Saved entries
________
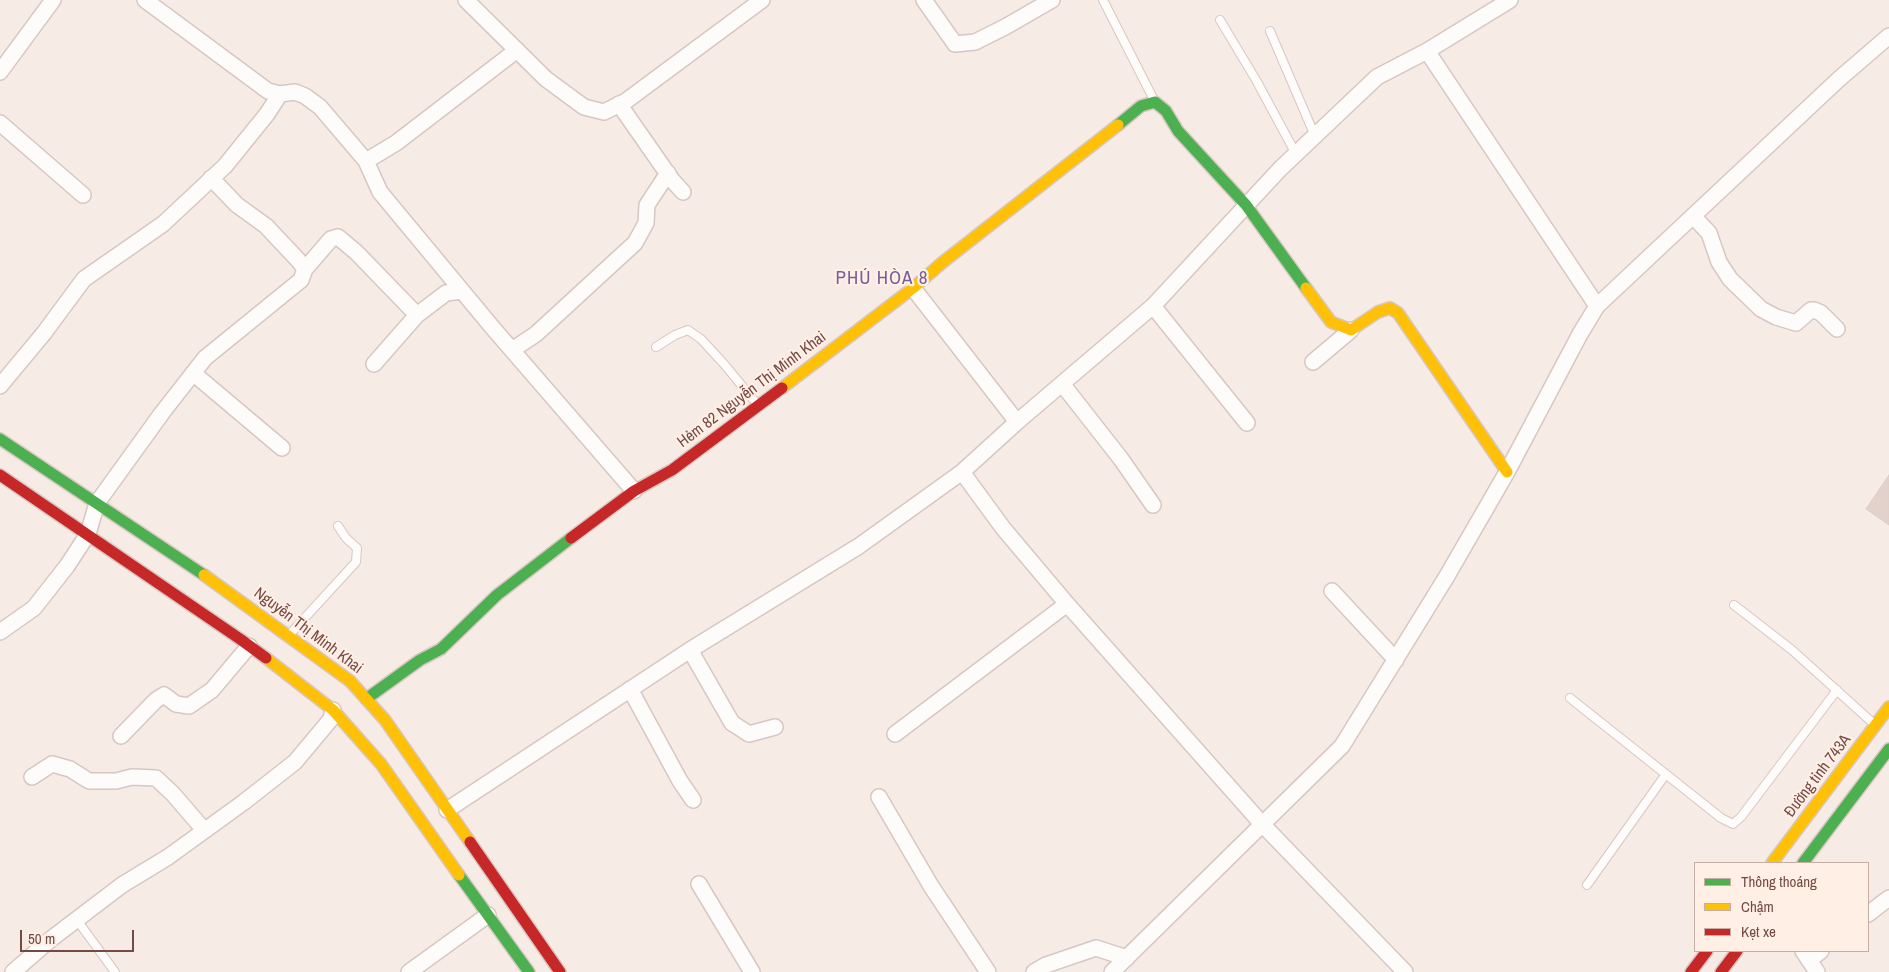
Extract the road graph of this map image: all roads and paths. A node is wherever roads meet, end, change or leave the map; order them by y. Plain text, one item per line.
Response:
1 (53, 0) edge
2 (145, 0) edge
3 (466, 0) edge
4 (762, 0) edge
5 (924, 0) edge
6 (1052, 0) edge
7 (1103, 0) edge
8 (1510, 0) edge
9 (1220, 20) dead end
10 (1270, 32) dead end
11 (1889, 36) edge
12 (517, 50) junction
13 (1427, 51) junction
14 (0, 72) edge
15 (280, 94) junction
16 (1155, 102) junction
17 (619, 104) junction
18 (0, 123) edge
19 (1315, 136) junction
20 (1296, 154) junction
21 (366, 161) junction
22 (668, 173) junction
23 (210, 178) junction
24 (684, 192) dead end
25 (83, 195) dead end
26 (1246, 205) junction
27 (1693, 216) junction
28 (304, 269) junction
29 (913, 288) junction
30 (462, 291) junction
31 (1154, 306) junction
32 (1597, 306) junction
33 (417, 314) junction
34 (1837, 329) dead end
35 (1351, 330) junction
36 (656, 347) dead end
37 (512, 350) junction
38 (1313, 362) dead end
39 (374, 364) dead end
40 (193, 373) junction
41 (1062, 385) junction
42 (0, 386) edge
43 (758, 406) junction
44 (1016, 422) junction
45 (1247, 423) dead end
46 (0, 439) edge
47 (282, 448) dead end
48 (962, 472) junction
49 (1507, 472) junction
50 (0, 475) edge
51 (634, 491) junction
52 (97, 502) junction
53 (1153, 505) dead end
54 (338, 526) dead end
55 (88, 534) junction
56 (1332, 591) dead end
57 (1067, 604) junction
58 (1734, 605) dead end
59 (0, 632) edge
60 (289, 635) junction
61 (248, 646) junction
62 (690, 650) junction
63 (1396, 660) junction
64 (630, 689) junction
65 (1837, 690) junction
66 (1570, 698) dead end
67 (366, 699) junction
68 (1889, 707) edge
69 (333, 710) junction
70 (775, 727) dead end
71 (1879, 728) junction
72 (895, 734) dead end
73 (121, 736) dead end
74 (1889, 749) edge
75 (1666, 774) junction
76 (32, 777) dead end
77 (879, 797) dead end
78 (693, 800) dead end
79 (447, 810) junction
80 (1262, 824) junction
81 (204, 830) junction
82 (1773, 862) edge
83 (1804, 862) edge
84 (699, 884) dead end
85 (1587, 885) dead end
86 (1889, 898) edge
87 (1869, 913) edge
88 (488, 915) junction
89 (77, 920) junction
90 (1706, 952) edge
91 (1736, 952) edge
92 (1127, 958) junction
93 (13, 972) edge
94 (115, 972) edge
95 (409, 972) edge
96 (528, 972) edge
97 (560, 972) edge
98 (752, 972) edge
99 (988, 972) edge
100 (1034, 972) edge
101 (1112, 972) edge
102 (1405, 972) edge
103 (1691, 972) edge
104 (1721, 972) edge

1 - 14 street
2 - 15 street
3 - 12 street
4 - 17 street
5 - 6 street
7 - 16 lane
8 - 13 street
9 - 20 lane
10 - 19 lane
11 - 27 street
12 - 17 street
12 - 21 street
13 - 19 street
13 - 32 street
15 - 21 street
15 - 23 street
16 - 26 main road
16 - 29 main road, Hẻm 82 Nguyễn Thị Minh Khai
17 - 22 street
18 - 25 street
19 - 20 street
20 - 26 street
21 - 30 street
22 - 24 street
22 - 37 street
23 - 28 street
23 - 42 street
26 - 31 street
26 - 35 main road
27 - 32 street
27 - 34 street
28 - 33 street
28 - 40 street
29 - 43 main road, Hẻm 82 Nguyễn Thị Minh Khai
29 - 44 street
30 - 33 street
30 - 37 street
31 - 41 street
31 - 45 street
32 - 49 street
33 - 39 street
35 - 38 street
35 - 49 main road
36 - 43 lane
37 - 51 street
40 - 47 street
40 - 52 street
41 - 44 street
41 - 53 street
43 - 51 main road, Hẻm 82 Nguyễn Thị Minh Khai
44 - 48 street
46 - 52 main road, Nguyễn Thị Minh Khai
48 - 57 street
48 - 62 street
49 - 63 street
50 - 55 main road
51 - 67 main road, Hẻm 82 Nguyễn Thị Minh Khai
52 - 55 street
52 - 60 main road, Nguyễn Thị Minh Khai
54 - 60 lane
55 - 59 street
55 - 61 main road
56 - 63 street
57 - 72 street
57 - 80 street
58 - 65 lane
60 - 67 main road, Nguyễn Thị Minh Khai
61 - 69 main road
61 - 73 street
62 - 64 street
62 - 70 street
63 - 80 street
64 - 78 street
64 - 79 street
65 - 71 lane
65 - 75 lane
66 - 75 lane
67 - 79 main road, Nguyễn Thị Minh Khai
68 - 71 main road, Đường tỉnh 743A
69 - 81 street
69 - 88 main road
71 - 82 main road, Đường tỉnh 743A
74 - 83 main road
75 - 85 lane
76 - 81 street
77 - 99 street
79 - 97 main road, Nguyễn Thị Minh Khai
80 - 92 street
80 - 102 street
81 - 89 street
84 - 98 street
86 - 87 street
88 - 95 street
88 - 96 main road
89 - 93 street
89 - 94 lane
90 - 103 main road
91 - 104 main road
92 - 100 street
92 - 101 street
________
__TASK BRIEF__
Whenever the word "Minh" shows up in a line of the entries, list that line.

__ANSWER TO THIS TASK__
16 - 29 main road, Hẻm 82 Nguyễn Thị Minh Khai
29 - 43 main road, Hẻm 82 Nguyễn Thị Minh Khai
43 - 51 main road, Hẻm 82 Nguyễn Thị Minh Khai
46 - 52 main road, Nguyễn Thị Minh Khai
51 - 67 main road, Hẻm 82 Nguyễn Thị Minh Khai
52 - 60 main road, Nguyễn Thị Minh Khai
60 - 67 main road, Nguyễn Thị Minh Khai
67 - 79 main road, Nguyễn Thị Minh Khai
79 - 97 main road, Nguyễn Thị Minh Khai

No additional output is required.